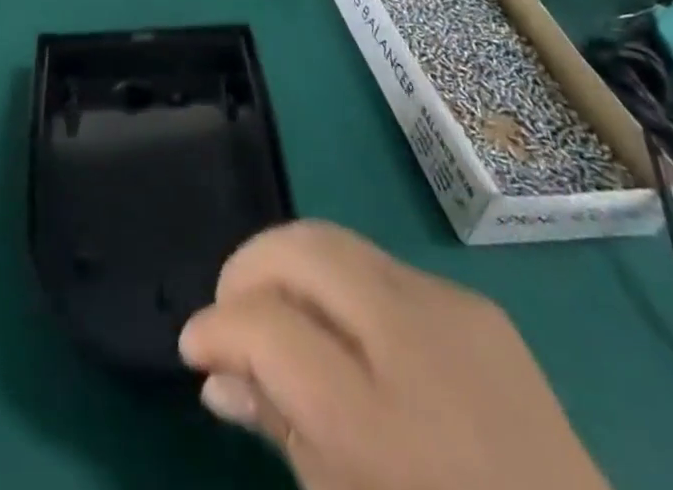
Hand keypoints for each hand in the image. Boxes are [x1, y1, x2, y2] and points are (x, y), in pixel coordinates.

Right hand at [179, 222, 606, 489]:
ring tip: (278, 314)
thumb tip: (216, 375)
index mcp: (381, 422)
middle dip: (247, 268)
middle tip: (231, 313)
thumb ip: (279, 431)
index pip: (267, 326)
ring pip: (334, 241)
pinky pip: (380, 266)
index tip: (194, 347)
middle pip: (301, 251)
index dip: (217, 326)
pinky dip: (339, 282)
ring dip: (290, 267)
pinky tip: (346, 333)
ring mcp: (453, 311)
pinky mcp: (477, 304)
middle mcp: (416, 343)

-------------------------

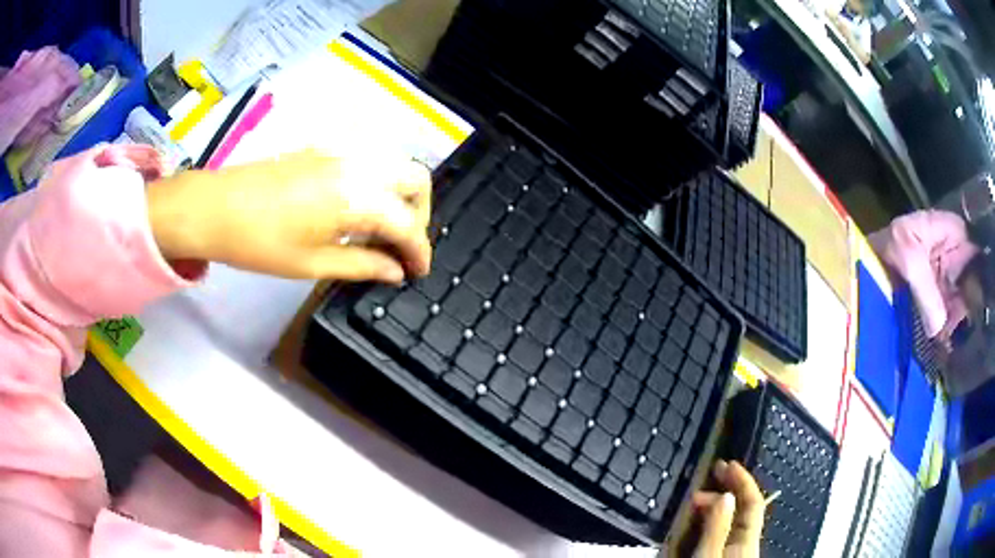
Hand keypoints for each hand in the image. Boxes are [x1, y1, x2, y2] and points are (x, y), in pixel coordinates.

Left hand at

-------------------------

**Goal of the exercise:** In the entries above, find the line holding "index dip: (217, 326)" and the line holding "middle mcp: (416, 343)"; print both of them and every line between, exactly, and nothing else.

**Answer box:**
index dip: (217, 326)
pinky dip: (339, 282)
ring dip: (290, 267)
pinky tip: (346, 333)
ring mcp: (453, 311)
pinky mcp: (477, 304)
middle mcp: (416, 343)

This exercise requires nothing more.